◆ **About this exercise**
Take the data below and repeat it exactly.

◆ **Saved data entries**
*** Begin section ***

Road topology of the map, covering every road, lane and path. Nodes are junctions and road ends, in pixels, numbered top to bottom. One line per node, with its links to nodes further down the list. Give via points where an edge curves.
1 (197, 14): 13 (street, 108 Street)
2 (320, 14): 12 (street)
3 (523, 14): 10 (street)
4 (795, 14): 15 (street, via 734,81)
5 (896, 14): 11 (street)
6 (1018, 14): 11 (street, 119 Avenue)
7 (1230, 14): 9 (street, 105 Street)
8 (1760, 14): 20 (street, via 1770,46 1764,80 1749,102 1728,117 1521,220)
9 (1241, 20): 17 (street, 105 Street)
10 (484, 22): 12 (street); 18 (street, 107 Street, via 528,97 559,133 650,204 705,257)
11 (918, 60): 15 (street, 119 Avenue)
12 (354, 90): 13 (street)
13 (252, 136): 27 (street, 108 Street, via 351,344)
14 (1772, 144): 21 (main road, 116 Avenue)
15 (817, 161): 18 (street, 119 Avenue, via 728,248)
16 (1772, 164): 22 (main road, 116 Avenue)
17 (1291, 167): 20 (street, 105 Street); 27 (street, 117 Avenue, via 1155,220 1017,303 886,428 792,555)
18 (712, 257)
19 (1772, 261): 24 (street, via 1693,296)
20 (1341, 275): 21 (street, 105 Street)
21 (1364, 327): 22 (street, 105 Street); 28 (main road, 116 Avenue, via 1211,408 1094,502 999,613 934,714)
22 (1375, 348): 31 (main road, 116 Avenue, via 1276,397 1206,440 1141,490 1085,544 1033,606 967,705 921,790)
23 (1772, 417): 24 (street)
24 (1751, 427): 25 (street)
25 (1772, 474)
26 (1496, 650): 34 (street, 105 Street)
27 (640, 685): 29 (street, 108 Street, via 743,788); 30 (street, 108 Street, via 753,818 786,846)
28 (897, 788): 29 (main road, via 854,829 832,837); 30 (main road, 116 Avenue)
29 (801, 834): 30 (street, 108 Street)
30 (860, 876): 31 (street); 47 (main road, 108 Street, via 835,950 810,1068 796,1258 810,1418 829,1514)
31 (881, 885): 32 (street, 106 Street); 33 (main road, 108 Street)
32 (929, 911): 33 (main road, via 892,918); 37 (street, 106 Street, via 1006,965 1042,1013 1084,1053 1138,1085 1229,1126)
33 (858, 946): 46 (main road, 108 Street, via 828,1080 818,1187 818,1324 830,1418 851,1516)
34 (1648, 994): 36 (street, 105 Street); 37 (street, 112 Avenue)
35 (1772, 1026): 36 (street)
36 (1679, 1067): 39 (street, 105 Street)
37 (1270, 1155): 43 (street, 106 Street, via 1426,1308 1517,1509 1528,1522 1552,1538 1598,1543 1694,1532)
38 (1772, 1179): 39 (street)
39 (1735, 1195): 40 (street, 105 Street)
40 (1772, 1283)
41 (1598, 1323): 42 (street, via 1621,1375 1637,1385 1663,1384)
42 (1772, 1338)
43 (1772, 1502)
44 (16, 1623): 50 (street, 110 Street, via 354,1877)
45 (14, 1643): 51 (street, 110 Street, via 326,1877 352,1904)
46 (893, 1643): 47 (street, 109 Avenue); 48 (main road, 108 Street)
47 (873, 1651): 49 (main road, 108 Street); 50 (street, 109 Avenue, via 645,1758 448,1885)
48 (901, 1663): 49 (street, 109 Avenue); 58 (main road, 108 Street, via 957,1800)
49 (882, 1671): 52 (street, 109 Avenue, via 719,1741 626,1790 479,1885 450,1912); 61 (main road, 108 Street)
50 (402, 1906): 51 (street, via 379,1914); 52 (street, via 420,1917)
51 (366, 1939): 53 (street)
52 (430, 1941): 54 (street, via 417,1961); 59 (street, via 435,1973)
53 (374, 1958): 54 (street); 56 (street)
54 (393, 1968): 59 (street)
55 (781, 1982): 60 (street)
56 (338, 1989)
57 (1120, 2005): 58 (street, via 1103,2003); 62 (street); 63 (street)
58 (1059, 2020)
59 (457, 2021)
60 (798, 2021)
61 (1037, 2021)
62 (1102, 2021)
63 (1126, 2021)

*** End section ***

◆ **Task response**
Road topology of the map, covering every road, lane and path. Nodes are junctions and road ends, in pixels, numbered top to bottom. One line per node, with its links to nodes further down the list. Give via points where an edge curves.
1 (197, 14): 13 (street, 108 Street)
2 (320, 14): 12 (street)
3 (523, 14): 10 (street)
4 (795, 14): 15 (street, via 734,81)
5 (896, 14): 11 (street)
6 (1018, 14): 11 (street, 119 Avenue)
7 (1230, 14): 9 (street, 105 Street)
8 (1760, 14): 20 (street, via 1770,46 1764,80 1749,102 1728,117 1521,220)
9 (1241, 20): 17 (street, 105 Street)
10 (484, 22): 12 (street); 18 (street, 107 Street, via 528,97 559,133 650,204 705,257)
11 (918, 60): 15 (street, 119 Avenue)
12 (354, 90): 13 (street)
13 (252, 136): 27 (street, 108 Street, via 351,344)
14 (1772, 144): 21 (main road, 116 Avenue)
15 (817, 161): 18 (street, 119 Avenue, via 728,248)
16 (1772, 164): 22 (main road, 116 Avenue)
17 (1291, 167): 20 (street, 105 Street); 27 (street, 117 Avenue, via 1155,220 1017,303 886,428 792,555)
18 (712, 257)
19 (1772, 261): 24 (street, via 1693,296)
20 (1341, 275): 21 (street, 105 Street)
21 (1364, 327): 22 (street, 105 Street); 28 (main road, 116 Avenue, via 1211,408 1094,502 999,613 934,714)
22 (1375, 348): 31 (main road, 116 Avenue, via 1276,397 1206,440 1141,490 1085,544 1033,606 967,705 921,790)
23 (1772, 417): 24 (street)
24 (1751, 427): 25 (street)
25 (1772, 474)
26 (1496, 650): 34 (street, 105 Street)
27 (640, 685): 29 (street, 108 Street, via 743,788); 30 (street, 108 Street, via 753,818 786,846)
28 (897, 788): 29 (main road, via 854,829 832,837); 30 (main road, 116 Avenue)
29 (801, 834): 30 (street, 108 Street)
30 (860, 876): 31 (street); 47 (main road, 108 Street, via 835,950 810,1068 796,1258 810,1418 829,1514)
31 (881, 885): 32 (street, 106 Street); 33 (main road, 108 Street)
32 (929, 911): 33 (main road, via 892,918); 37 (street, 106 Street, via 1006,965 1042,1013 1084,1053 1138,1085 1229,1126)
33 (858, 946): 46 (main road, 108 Street, via 828,1080 818,1187 818,1324 830,1418 851,1516)
34 (1648, 994): 36 (street, 105 Street); 37 (street, 112 Avenue)
35 (1772, 1026): 36 (street)
36 (1679, 1067): 39 (street, 105 Street)
37 (1270, 1155): 43 (street, 106 Street, via 1426,1308 1517,1509 1528,1522 1552,1538 1598,1543 1694,1532)
38 (1772, 1179): 39 (street)
39 (1735, 1195): 40 (street, 105 Street)
40 (1772, 1283)
41 (1598, 1323): 42 (street, via 1621,1375 1637,1385 1663,1384)
42 (1772, 1338)
43 (1772, 1502)
44 (16, 1623): 50 (street, 110 Street, via 354,1877)
45 (14, 1643): 51 (street, 110 Street, via 326,1877 352,1904)
46 (893, 1643): 47 (street, 109 Avenue); 48 (main road, 108 Street)
47 (873, 1651): 49 (main road, 108 Street); 50 (street, 109 Avenue, via 645,1758 448,1885)
48 (901, 1663): 49 (street, 109 Avenue); 58 (main road, 108 Street, via 957,1800)
49 (882, 1671): 52 (street, 109 Avenue, via 719,1741 626,1790 479,1885 450,1912); 61 (main road, 108 Street)
50 (402, 1906): 51 (street, via 379,1914); 52 (street, via 420,1917)
51 (366, 1939): 53 (street)
52 (430, 1941): 54 (street, via 417,1961); 59 (street, via 435,1973)
53 (374, 1958): 54 (street); 56 (street)
54 (393, 1968): 59 (street)
55 (781, 1982): 60 (street)
56 (338, 1989)
57 (1120, 2005): 58 (street, via 1103,2003); 62 (street); 63 (street)
58 (1059, 2020)
59 (457, 2021)
60 (798, 2021)
61 (1037, 2021)
62 (1102, 2021)
63 (1126, 2021)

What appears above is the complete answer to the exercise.